Japonya Savunma Bakanlığından 484 Sayfalık Rapor
Raporda Kuzey Kore'nin nükleer programı ve füze denemeleri bölge için 'büyük ve yakın bir tehdit' olarak nitelendi Japonya, Pekin hükümetine BM Daimi Tahkim Mahkemesi'nin 12 Temmuz'da açıkladığı karara saygı duyması çağrısında bulundu.
Japonya, Kuzey Kore'nin nükleer programını ve füze denemelerini bölge için 'büyük ve yakın bir tehdit' olarak değerlendiriyor.
Japonya Savunma Bakanlığı tarafından hazırlanan 484 sayfalık yıllık savunma raporu, kabine tarafından onaylandı.
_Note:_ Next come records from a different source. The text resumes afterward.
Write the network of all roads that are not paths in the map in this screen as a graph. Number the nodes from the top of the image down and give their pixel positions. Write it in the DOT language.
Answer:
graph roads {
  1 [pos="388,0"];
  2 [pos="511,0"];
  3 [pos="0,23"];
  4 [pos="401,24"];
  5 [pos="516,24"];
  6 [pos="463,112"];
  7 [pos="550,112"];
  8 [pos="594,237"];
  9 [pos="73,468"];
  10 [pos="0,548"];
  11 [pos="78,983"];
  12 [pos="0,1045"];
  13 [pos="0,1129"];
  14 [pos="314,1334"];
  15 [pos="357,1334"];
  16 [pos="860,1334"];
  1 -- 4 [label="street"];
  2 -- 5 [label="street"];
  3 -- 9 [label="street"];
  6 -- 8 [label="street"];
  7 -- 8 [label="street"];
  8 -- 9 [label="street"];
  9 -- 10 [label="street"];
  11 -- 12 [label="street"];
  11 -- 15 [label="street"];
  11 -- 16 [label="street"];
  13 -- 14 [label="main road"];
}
Raporun Kuzey Kore ile ilgili bölümünde 'Pyongyang'ın askeri eylemleri, Kore Yarımadası'nda gerilimi tırmandırmaya devam ediyor. Kuzey Kore'nin eylemleri, sadece Japonya için değil, tüm bölge ve uluslararası toplum için de büyük ve yakın bir tehdit oluşturuyor. Kuzey Kore'nin 10 bin kilometre menzilli füze üretmiş olması ihtimali, Japonya için büyük endişe kaynağıdır.' ifadeleri kullanıldı.
Kuzey Kore'nin son dönemdeki nükleer denemelerinin ayrıntılı bir biçimde ele alındığı raporda Pyongyang'ın minyatür atom bombası yapma ve savaş başlığı geliştirme düzeyine erişmiş olabileceğine işaret edildi
- 'Uluslararası toplum, Rusya'nın hibrit savaşıyla baş etmekte güçlük yaşıyor'
Raporun Rusya kısmında Moskova yönetiminin 2014'teki Ukrayna krizinde uluslararası toplumun tüm uyarılarına kayıtsız kaldığı belirtildi.
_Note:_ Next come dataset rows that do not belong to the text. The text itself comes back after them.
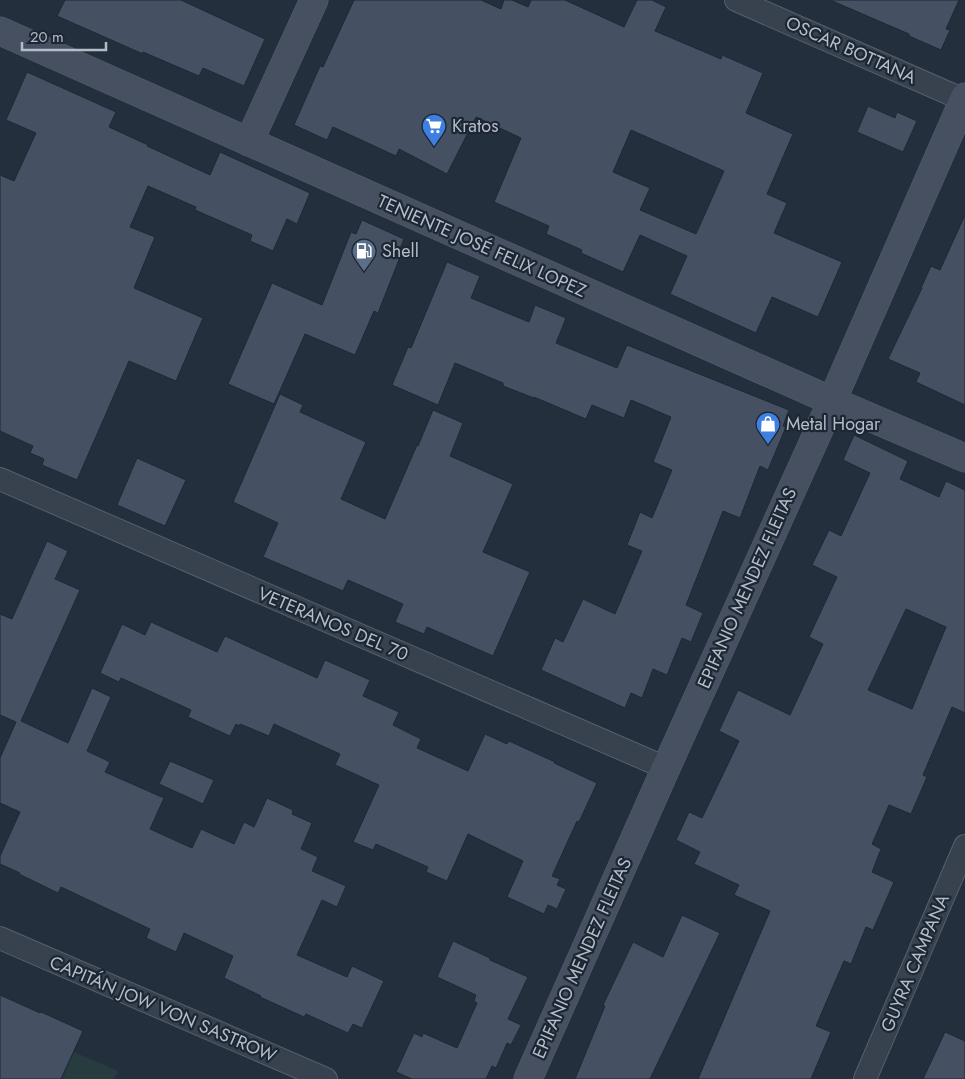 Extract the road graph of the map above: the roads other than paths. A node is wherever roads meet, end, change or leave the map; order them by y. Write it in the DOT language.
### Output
graph roads {
  1 [pos="314,0"];
  2 [pos="736,0"];
  3 [pos="1,33"];
  4 [pos="965,99"];
  5 [pos="249,142"];
  6 [pos="832,401"];
  7 [pos="965,458"];
  8 [pos="0,479"];
  9 [pos="666,768"];
  10 [pos="965,846"];
  11 [pos="0,938"];
  12 [pos="326,1079"];
  13 [pos="528,1079"];
  14 [pos="865,1079"];
  1 -- 5 [label="street"];
  2 -- 4 [label="street, OSCAR BOTTANA"];
  3 -- 5 [label="street, TENIENTE JOSÉ FELIX LOPEZ"];
  4 -- 6 [label="street, EPIFANIO MENDEZ FLEITAS"];
  5 -- 6 [label="street, TENIENTE JOSÉ FELIX LOPEZ"];
  6 -- 7 [label="street, TENIENTE JOSÉ FELIX LOPEZ"];
  6 -- 9 [label="street, EPIFANIO MENDEZ FLEITAS"];
  8 -- 9 [label="street, VETERANOS DEL 70"];
  9 -- 13 [label="street, EPIFANIO MENDEZ FLEITAS"];
  10 -- 14 [label="street, GUYRA CAMPANA"];
  11 -- 12 [label="street, CAPITÁN JOW VON SASTROW"];
} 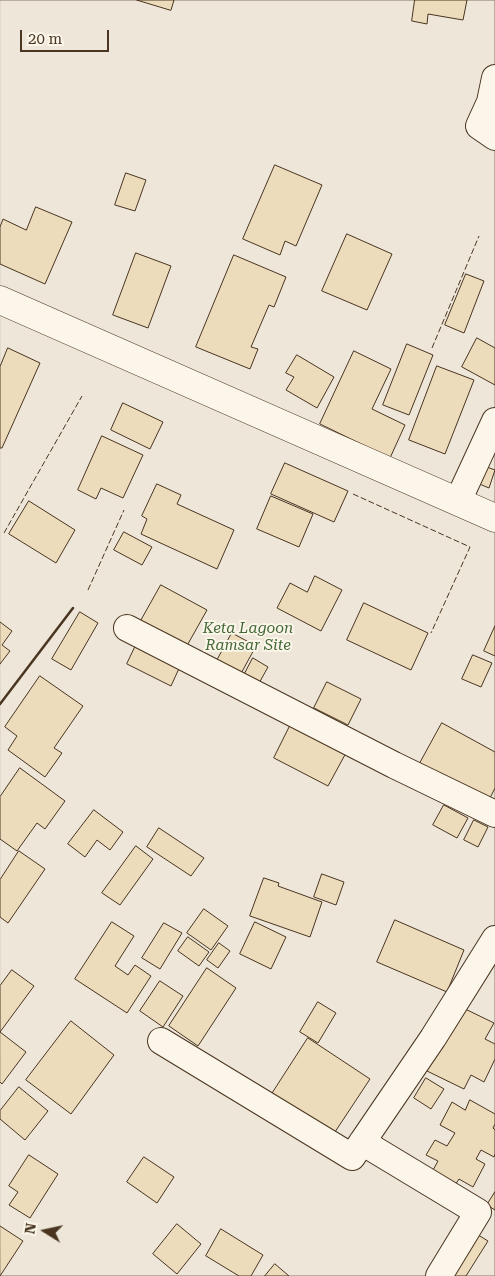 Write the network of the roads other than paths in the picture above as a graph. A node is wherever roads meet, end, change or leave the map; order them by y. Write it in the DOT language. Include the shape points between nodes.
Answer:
graph roads {
  1 [pos="495,78"];
  2 [pos="495,137"];
  3 [pos="0,300"];
  4 [pos="495,421"];
  5 [pos="458,501"];
  6 [pos="495,518"];
  7 [pos="127,628"];
  8 [pos="495,814"];
  9 [pos="495,938"];
  10 [pos="161,1041"];
  11 [pos="362,1142"];
  12 [pos="439,1276"];
  1 -- 2 [label="street" via="490,102 479,126"];
  3 -- 5 [label="main road"];
  4 -- 5 [label="street"];
  5 -- 6 [label="main road"];
  7 -- 8 [label="street" via="394,766"];
  9 -- 11 [label="street" via="433,1038"];
  10 -- 11 [label="street" via="352,1157"];
  11 -- 12 [label="street" via="478,1212"];
} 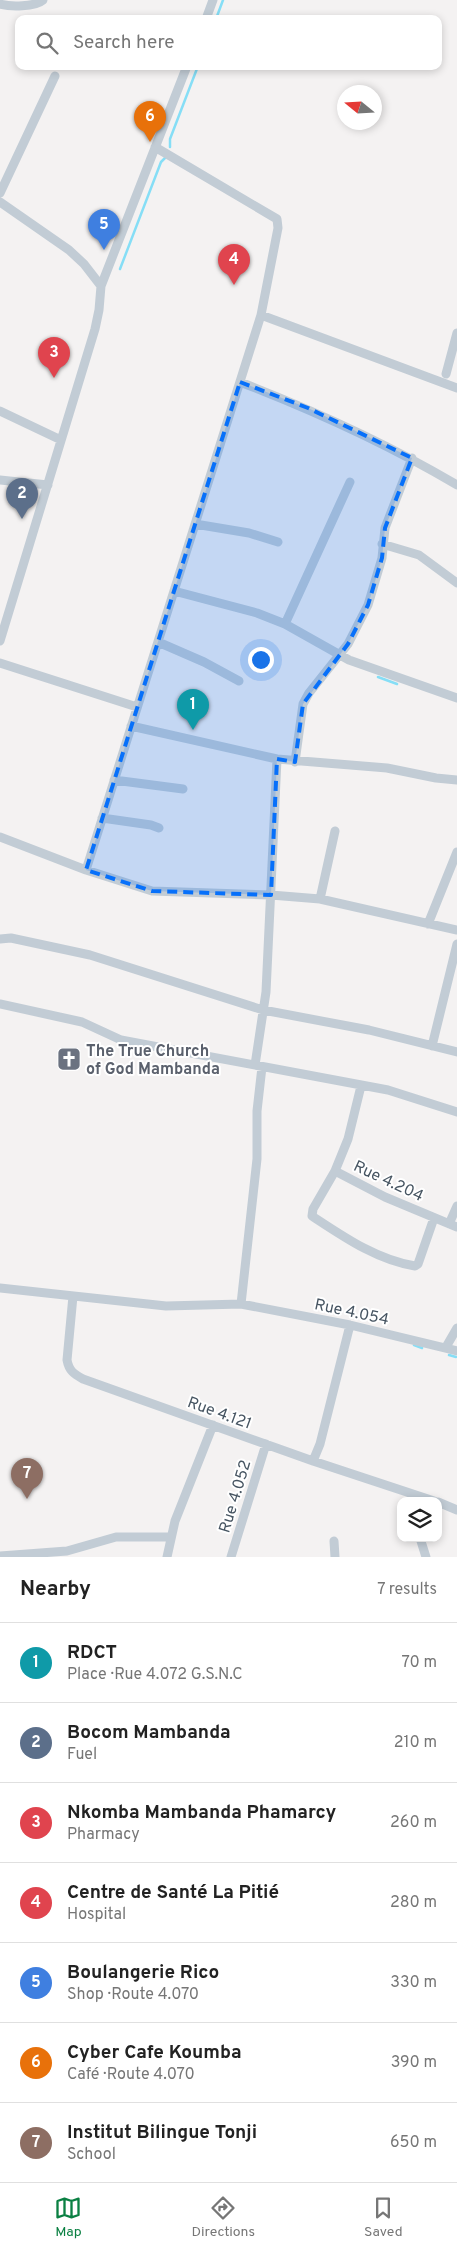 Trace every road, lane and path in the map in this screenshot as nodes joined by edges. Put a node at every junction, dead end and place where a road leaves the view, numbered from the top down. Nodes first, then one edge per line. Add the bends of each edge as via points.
1 (43, 0) edge
2 (213, 0) edge
3 (0, 4) edge
4 (207, 15) edge
5 (185, 70) edge
6 (55, 76) dead end
7 (155, 146) junction
8 (0, 193) edge
9 (0, 202) edge
10 (101, 286) junction
11 (261, 315) junction
12 (457, 333) edge
13 (446, 374) dead end
14 (240, 382) junction
15 (457, 388) edge
16 (0, 411) edge
17 (61, 440) junction
18 (412, 458) junction
19 (0, 480) edge
20 (350, 482) dead end
21 (48, 485) junction
22 (457, 485) edge
23 (195, 524) junction
24 (278, 542) dead end
25 (382, 544) junction
26 (457, 583) edge
27 (174, 591) junction
28 (285, 624) junction
29 (2, 626) edge
30 (0, 641) edge
31 (158, 642) junction
32 (340, 656) junction
33 (0, 663) edge
34 (239, 681) dead end
35 (457, 698) edge
36 (137, 707) junction
37 (131, 726) junction
38 (277, 759) junction
39 (295, 762) junction
40 (114, 780) junction
41 (457, 780) edge
42 (183, 789) dead end
43 (102, 818) junction
44 (159, 828) dead end
45 (335, 831) dead end
46 (0, 837) edge
47 (457, 852) edge
48 (86, 870) junction
49 (271, 895) junction
50 (320, 899) junction
51 (428, 924) junction
52 (457, 930) edge
53 (0, 939) edge
54 (457, 944) edge
55 (0, 1004) edge
56 (263, 1010) junction
57 (432, 1046) junction
58 (457, 1052) edge
59 (259, 1066) junction
60 (361, 1086) junction
61 (457, 1112) edge
62 (335, 1171) junction
63 (457, 1206) edge
64 (434, 1218) junction
65 (453, 1226) edge
66 (0, 1288) edge
67 (73, 1296) junction
68 (241, 1304) junction
69 (350, 1325) junction
70 (457, 1328) edge
71 (446, 1347) junction
72 (457, 1351) edge
73 (213, 1425) junction
74 (266, 1444) junction
75 (313, 1461) junction
76 (414, 1497) edge
77 (442, 1504) edge
78 (457, 1510) edge
79 (170, 1537) junction
80 (334, 1541) dead end
81 (421, 1542) edge
82 (0, 1556) edge
83 (167, 1557) edge
84 (231, 1557) edge
85 (335, 1557) edge
86 (426, 1557) edge

1 - 3 street via 38,4
2 - 4 street
5 - 7 street
6 - 8 street
7 - 10 street
7 - 11 street via 277,219
9 - 10 street via 69,250
10 - 17 street via 95,329
11 - 14 street
11 - 15 street
12 - 13 street
14 - 18 street via 308,408
14 - 23 street
16 - 17 street
17 - 21 street
18 - 22 street
18 - 25 street
19 - 21 street
20 - 28 street
21 - 29 street
23 - 24 street via 249,533
23 - 27 street
25 - 26 street via 426,558
25 - 32 street via 382,558 368,605
27 - 28 street via 257,612
27 - 31 street
28 - 32 street
29 - 30 street
31 - 34 street
31 - 36 street
32 - 35 street
32 - 39 street via 303,704
33 - 36 street
36 - 37 street
37 - 38 street
37 - 40 street
38 - 39 street
38 - 49 street
39 - 41 street via 387,768
40 - 42 street
40 - 43 street
43 - 44 street
43 - 48 street
45 - 50 street
46 - 48 street
47 - 51 street
48 - 49 street via 152,892
49 - 50 street
49 - 56 street
50 - 51 street
51 - 52 street
53 - 56 street via 11,938 90,955
54 - 57 street
55 - 59 street via 82,1022 121,1040
56 - 57 street via 369,1030
56 - 59 street
57 - 58 street
59 - 60 street
59 - 68 street via 257,1160
60 - 61 street via 407,1095
60 - 62 street, Rue 4.204 via 348,1139
62 - 64 street, Rue 4.204
62 - 64 street via 312,1216 357,1246 415,1266
63 - 65 street
64 - 65 street, Rue 4.204
66 - 67 street, Rue 4.054
67 - 68 street, Rue 4.054 via 166,1306
67 - 73 street, Rue 4.121 via 67,1360 72,1372 83,1379
68 - 69 street, Rue 4.054
69 - 71 street, Rue 4.054
69 - 75 street
70 - 71 street
71 - 72 street, Rue 4.054
73 - 74 street, Rue 4.121
73 - 79 street
74 - 75 street, Rue 4.121
74 - 84 street, Rue 4.052
75 - 76 street, Rue 4.121
77 - 78 street
79 - 82 street via 116,1537 67,1551
79 - 83 street
80 - 85 street
81 - 86 street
Raporda Rusya'nın sabotaj ve bilgi manipülasyonu gibi askeri olmayan taktiklerin yanı sıra askeri taktikleri de gizlice uygulayıp açıkça 'silahlı saldırı' olarak nitelenemeyecek yöntemlerle saldırgan eylemlerde bulunarak hibrit savaş başlattığına işaret edildi.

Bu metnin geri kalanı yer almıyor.